Strategie: Reine Kostenbremser bleiben auf der Strecke

Strategie
Reine Kostenbremser bleiben auf der Strecke

Der koreanische Autobauer Hyundai macht derzeit vor, wie auch von der Krise stark gebeutelte Unternehmen wachsen können. Kosten senken allein reicht dabei jedoch nicht aus. Mindestens ebenso wichtig ist die Stärkung von Wachstumsfeldern. Dies hat auch die Mehrheit der Unternehmen in Deutschland erkannt und bearbeitet intensiv ihre bisherigen Märkte.



DÜSSELDORF. Ganz Amerika wird von der Autokrise gebeutelt. Ganz Amerika? Nein, der koreanische Autobauer Hyundai macht vor, wie sich Absatz und Marktanteil in den USA erhöhen lassen – ganz ohne Abwrackprämie oder neuartige Technik. Das Geheimnis des Erfolgs? Ein simpler Marketingtrick, der genau den Nerv der verunsicherten amerikanischen Verbraucher trifft.

Wer einen Hyundai least oder auf Kredit kauft und innerhalb eines Jahres unverschuldet seinen Job verliert, der kann den Wagen einfach wieder abgeben und vom Vertrag zurücktreten. Ab April bekommt ein gekündigter Hyundai-Fahrer sogar bis zu 90 Tage lang seine Raten erstattet, wenn er in dieser Zeit wieder eine neue Stelle findet.

Die Strategie zeigt Wirkung: Im Januar stieg der Umsatz von Hyundai um mehr als 14 Prozent zum Vorjahresmonat, während der Autoabsatz in den USA insgesamt um 37 Prozent einbrach. Ihren Marktanteil konnten die Koreaner zuletzt auf 4,4 Prozent erhöhen – ein Jahr zuvor waren es noch 2,6 Prozent. Der Verkaufserfolg der Koreaner hat selbst die Marketingstrategen des insolvenzbedrohten Autoriesen GM auf den Plan gerufen. Mark LaNeve, GM-Vizepräsident für Sales, Service und Marketing in Nordamerika: „Wir haben uns Hyundais Programm ausgiebig angeschaut.“

Dieser Fall zeigt: Selbst in Wirtschaftszweigen mit dramatischem Nachfrageeinbruch ist es möglich, gegen den Trend zu wachsen. Christoph Nöcker, Geschäftsführer der Unternehmensberatung Droege & Comp., betont: „Gerade die besonders gebeutelten Branchen müssen auch ihre Wachstumsfelder stärken und den Blick in die Zukunft richten. Kostensenken alleine reicht nicht aus.“

Die Mehrheit der Unternehmen in Deutschland hat dies erkannt und will in der Rezession Wachstumsfelder intensiv beackern. Dies lässt sich aus dem aktuellen Handelsblatt Business-Monitor ablesen, einer Umfrage unter 779 Führungskräften deutscher Unternehmen. Die Befragung wurde vom Handelsblatt und der Unternehmensberatung Droege & Comp. in Auftrag gegeben.

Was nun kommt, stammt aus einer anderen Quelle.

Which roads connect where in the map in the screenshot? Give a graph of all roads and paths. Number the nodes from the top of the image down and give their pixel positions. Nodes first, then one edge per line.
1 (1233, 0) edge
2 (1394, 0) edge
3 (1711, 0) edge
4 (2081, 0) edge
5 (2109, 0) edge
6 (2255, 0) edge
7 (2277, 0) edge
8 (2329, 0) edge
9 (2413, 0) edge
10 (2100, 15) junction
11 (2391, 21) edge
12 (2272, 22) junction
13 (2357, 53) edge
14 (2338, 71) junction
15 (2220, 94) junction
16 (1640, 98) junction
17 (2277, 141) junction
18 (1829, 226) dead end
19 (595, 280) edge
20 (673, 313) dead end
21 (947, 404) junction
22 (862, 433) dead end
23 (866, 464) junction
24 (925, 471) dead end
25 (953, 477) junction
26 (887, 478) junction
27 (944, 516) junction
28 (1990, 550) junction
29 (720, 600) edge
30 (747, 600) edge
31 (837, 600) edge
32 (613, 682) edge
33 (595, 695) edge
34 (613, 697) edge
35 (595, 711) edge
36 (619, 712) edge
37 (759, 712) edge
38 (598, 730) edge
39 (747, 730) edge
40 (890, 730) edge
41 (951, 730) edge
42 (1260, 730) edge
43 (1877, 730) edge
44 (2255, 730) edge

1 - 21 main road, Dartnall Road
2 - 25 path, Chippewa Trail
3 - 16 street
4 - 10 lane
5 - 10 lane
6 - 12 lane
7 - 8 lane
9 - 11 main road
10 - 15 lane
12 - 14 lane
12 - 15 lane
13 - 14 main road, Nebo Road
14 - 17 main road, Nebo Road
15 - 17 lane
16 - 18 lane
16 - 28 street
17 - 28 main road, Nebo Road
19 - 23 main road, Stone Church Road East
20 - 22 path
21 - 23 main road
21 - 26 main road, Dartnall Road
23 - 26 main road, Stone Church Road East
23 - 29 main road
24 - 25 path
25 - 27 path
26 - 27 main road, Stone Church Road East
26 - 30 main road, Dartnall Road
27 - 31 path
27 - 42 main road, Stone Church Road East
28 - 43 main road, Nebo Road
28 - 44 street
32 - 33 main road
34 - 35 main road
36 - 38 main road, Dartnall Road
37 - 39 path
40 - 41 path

Lediglich für 30 Prozent der befragten Manager sind derzeit Kostensenkungen wichtiger als die Stärkung von Wachstumsfeldern. Für 38 Prozent sind beide Strategien gleich wichtig. 31 Prozent der Manager konzentrieren sich eher darauf, Wachstumsfelder zu stärken, als Kosten zu senken.

„Es ist eine ganz natürliche Reaktion, in Zeiten, in denen Aufträge wegbrechen, auf die Kostenbremse zu treten. Klar: Firmen müssen die Finanzierung ihrer bestehenden Geschäfte absichern. Doch wer langfristig bestehen will, muss wachsen“, unterstreicht Harald Hungenberg, Professor für Unternehmensführung an der Universität Erlangen/Nürnberg.

Auch Strategieexperte Nöcker warnt: „Die Geschäftsaktivitäten auf Sparmodus herunterzufahren in der Hoffnung, so durch die Krise kommen zu können, ist ein gefährlicher Irrglaube.“ Einem Drittel der Unternehmen in Deutschland gehe es noch immer sehr gut. Diese sollten jetzt ihre Chance nutzen zu investieren und ihr Unternehmen auf Markt und Wachstum auszurichten. Besonders in einer Zeit, in der sich viele ihrer Wettbewerber nur mit sich selbst beschäftigten, sagt Nöcker.